IMG_9992by: Tyler Horka7 hours agotbhorka

It felt like everything went the way Notre Dame needed it to on conference championship Saturday for the Fighting Irish to qualify for the 12-team College Football Playoff field.

BYU was blown out by Texas Tech. Alabama got its teeth knocked out by Georgia.

And yet, Notre Dame is still on the outside looking in.

The Crimson Tide (10-3) secured one of the final at-large CFP spots as the No. 9 seed despite a blowout loss to the Bulldogs. And Miami (10-2), a head-to-head winner over the Irish on Aug. 31’s season opener, jumped over Notre Dame (10-2) in the CFP rankings after neither team played a game this weekend. Miami is the No. 10 seed. The Irish finished at No. 11 in the final poll, a ranking that this year goes to the top team to not make the bracket. Group of Five conference champions Tulane and James Madison took the 11 and 12 seeds, respectively.

It’s a brutal blow for the Irish, winners of 10 games in a row all by 10 or more points. They won those games by an average margin of 25.4 points. But Miami kept winning, too, and ended up with the same 10-2 record as the Irish. When it came down to it on the day the bracket was to be set in stone, the CFP committee clearly couldn’t overlook the Hurricanes’ 27-24 Week 1 win over Notre Dame.

It’s also a controversial swapping of Notre Dame and Miami when for five weeks prior to Sunday’s selection, the Irish were ranked higher than the Hurricanes, which implies the committee thought all along that Notre Dame was a better team.

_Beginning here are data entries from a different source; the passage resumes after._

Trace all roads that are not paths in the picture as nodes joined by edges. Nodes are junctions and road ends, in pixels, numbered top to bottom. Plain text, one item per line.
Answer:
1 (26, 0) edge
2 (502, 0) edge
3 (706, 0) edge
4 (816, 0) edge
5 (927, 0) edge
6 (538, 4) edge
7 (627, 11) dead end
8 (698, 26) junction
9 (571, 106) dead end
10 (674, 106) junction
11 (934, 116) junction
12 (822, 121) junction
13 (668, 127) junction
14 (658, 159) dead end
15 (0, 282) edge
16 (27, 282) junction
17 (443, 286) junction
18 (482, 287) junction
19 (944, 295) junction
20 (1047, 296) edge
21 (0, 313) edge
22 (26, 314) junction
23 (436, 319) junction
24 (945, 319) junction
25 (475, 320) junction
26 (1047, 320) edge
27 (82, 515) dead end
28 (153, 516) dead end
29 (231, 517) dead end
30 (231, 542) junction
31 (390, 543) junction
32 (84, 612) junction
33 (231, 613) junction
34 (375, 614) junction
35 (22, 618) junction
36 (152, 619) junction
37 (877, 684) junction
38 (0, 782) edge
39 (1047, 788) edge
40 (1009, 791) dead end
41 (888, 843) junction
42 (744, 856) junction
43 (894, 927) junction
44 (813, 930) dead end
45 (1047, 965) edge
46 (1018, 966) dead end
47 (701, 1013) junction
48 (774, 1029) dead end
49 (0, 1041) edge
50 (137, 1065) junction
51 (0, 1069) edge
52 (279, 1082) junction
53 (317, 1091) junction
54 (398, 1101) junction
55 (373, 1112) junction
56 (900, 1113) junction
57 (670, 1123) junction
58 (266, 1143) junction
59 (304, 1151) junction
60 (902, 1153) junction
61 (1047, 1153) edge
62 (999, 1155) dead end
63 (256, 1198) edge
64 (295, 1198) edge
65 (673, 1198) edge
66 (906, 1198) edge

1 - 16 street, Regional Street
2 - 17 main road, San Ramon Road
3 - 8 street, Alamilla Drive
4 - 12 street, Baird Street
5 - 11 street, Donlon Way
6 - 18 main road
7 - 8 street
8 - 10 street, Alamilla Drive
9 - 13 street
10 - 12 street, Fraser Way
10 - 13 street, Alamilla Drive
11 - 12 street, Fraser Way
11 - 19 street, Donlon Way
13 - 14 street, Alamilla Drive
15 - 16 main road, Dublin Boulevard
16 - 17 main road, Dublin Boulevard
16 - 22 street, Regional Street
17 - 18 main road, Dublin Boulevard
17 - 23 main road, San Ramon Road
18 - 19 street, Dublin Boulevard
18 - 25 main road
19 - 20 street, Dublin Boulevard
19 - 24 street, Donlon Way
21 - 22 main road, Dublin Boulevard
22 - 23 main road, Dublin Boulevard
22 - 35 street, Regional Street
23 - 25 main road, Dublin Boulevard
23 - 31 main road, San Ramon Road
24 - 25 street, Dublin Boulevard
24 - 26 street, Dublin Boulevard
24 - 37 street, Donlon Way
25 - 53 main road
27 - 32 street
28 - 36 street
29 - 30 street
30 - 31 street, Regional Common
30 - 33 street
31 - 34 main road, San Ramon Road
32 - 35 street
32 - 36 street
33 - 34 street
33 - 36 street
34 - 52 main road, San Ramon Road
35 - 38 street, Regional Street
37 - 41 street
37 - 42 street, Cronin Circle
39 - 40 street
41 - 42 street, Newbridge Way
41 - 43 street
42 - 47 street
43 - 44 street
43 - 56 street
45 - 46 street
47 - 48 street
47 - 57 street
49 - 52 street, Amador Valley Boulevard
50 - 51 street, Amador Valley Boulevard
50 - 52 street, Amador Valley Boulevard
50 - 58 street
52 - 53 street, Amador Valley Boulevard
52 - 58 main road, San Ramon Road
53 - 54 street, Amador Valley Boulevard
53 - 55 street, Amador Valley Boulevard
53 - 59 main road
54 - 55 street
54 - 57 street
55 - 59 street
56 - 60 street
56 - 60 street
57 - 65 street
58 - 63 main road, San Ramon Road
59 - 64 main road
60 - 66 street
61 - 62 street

But when push came to shove and the two got closer in the rankings, the switch amounts to nothing more than a change of heart.

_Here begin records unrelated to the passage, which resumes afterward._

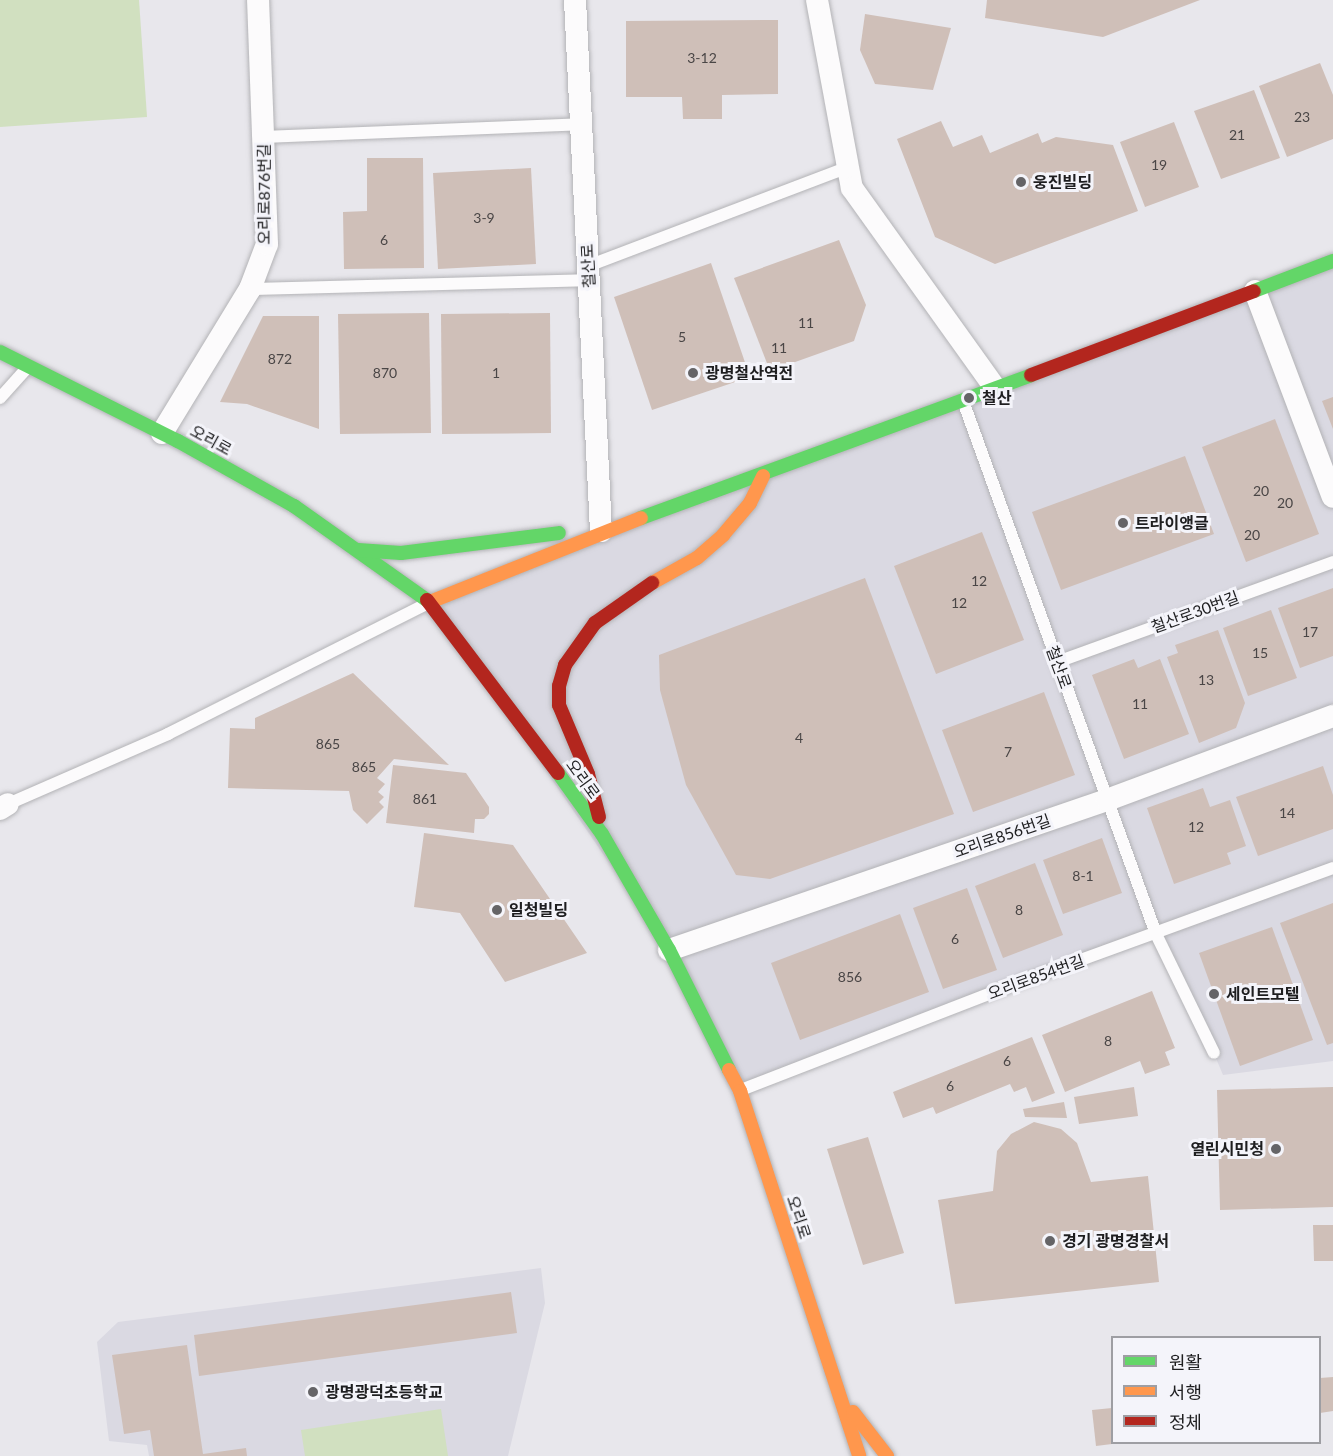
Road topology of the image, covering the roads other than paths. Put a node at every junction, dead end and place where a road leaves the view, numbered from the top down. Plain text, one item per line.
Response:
1 (258, 0) edge
2 (575, 0) edge
3 (817, 0) edge
4 (581, 124) junction
5 (263, 136) junction
6 (848, 167) junction
7 (1333, 261) edge
8 (588, 273) junction
9 (250, 289) junction
10 (1255, 291) junction
11 (0, 352) edge
12 (29, 366) junction
13 (996, 388) junction
14 (0, 398) edge
15 (962, 400) junction
16 (162, 433) junction
17 (763, 476) junction
18 (1333, 497) edge
19 (594, 534) junction
20 (357, 550) junction
21 (1333, 562) edge
22 (430, 602) junction
23 (1057, 662) junction
24 (1333, 716) edge
25 (1107, 800) junction
26 (4, 807) edge
27 (602, 834) junction
28 (1333, 868) edge
29 (1155, 934) junction
30 (669, 950) junction
31 (1214, 1053) dead end
32 (740, 1091) junction
33 (838, 1391) junction
34 (859, 1456) edge
35 (887, 1456) edge

1 - 5 street, 오리로876번길
2 - 4 street, 철산로
3 - 6 street
4 - 5 lane
4 - 8 street, 철산로
5 - 9 street, 오리로876번길
6 - 8 lane
6 - 13 street
7 - 10 main road
8 - 9 lane
8 - 19 street, 철산로
9 - 16 street, 오리로876번길
10 - 13 main road
10 - 18 street
11 - 12 main road, 오리로
12 - 14 lane
12 - 16 main road, 오리로
13 - 15 main road
15 - 17 main road
15 - 23 lane, 철산로
16 - 20 main road, 오리로
17 - 19 main road
17 - 27 main road
19 - 20 main road
19 - 22 main road
20 - 22 main road, 오리로
21 - 23 lane, 철산로30번길
22 - 26 lane
22 - 27 main road, 오리로
23 - 25 lane, 철산로
24 - 25 street, 오리로856번길
25 - 29 lane, 철산로
25 - 30 street, 오리로856번길
27 - 30 main road, 오리로
28 - 29 lane, 오리로854번길
29 - 31 lane, 철산로
29 - 32 lane, 오리로854번길
30 - 32 main road, 오리로
32 - 33 main road, 오리로
33 - 34 main road, 오리로
33 - 35 main road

The human element got involved in a selective process.

Notre Dame was primed to make another run through the playoff bracket had it made it in. Last year, the Irish got in as the No. 7 seed and beat Indiana, Georgia and Penn State on the way to the national championship game against Ohio State.

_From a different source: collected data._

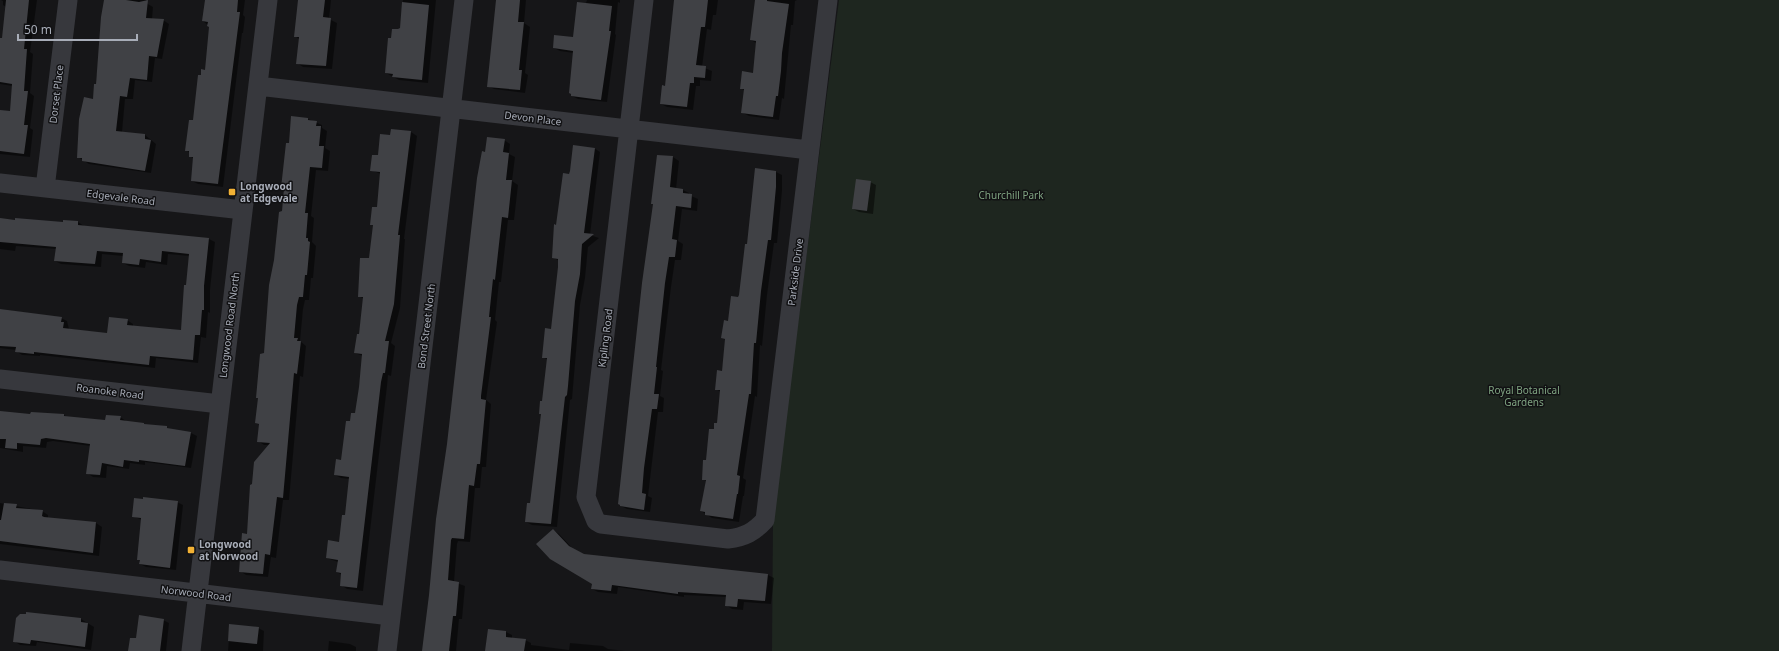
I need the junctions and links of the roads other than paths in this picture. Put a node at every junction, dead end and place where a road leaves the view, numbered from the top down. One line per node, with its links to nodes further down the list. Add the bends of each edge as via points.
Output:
1 (68, 0): 11 (street, Dorset Place)
2 (268, 0): 6 (street, Longwood Road North)
3 (464, 0): 7 (street, Bond Street North)
4 (644, 0): 8 (street, Kipling Road)
5 (828, 0): 9 (street, Parkside Drive)
6 (258, 86): 7 (street, Devon Place); 12 (street, Longwood Road North)
7 (451, 109): 8 (street, Devon Place); 18 (street, Bond Street North)
8 (629, 129): 9 (street, Devon Place); 15 (street, Kipling Road, via 586,497 596,521 601,524 728,539 741,538)
9 (809, 150): 15 (street, Parkside Drive, via 765,520)
10 (0, 182): 11 (street, Edgevale Road)
11 (45, 188): 12 (street, Edgevale Road)
12 (243, 210): 14 (street, Longwood Road North)
13 (0, 379): 14 (street, Roanoke Road)
14 (220, 404): 17 (street, Longwood Road North)
15 (748, 534)
16 (0, 570): 17 (street, Norwood Road)
17 (198, 593): 18 (street, Norwood Road); 19 (street, Longwood Road North)
18 (392, 616): 20 (street, Bond Street North)
19 (191, 651)
20 (387, 651)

This year, the Irish would have likely needed to go on the road in the first round. Still, per most oddsmakers and advanced analytical models, Marcus Freeman‘s team would have been favored over every playoff team but Indiana and Ohio State. Yes, that includes Miami.

When the dust settles on a sour selection Sunday, it’ll feel like a “what could have been” type of season for the Irish. Kirk Herbstreit said on Saturday he thinks this Notre Dame team is better than the one that finished as the national runner up a season ago. But he also said that if it came down to it, he thought Miami deserved to be in the field over the Irish.

And that’s the way it went.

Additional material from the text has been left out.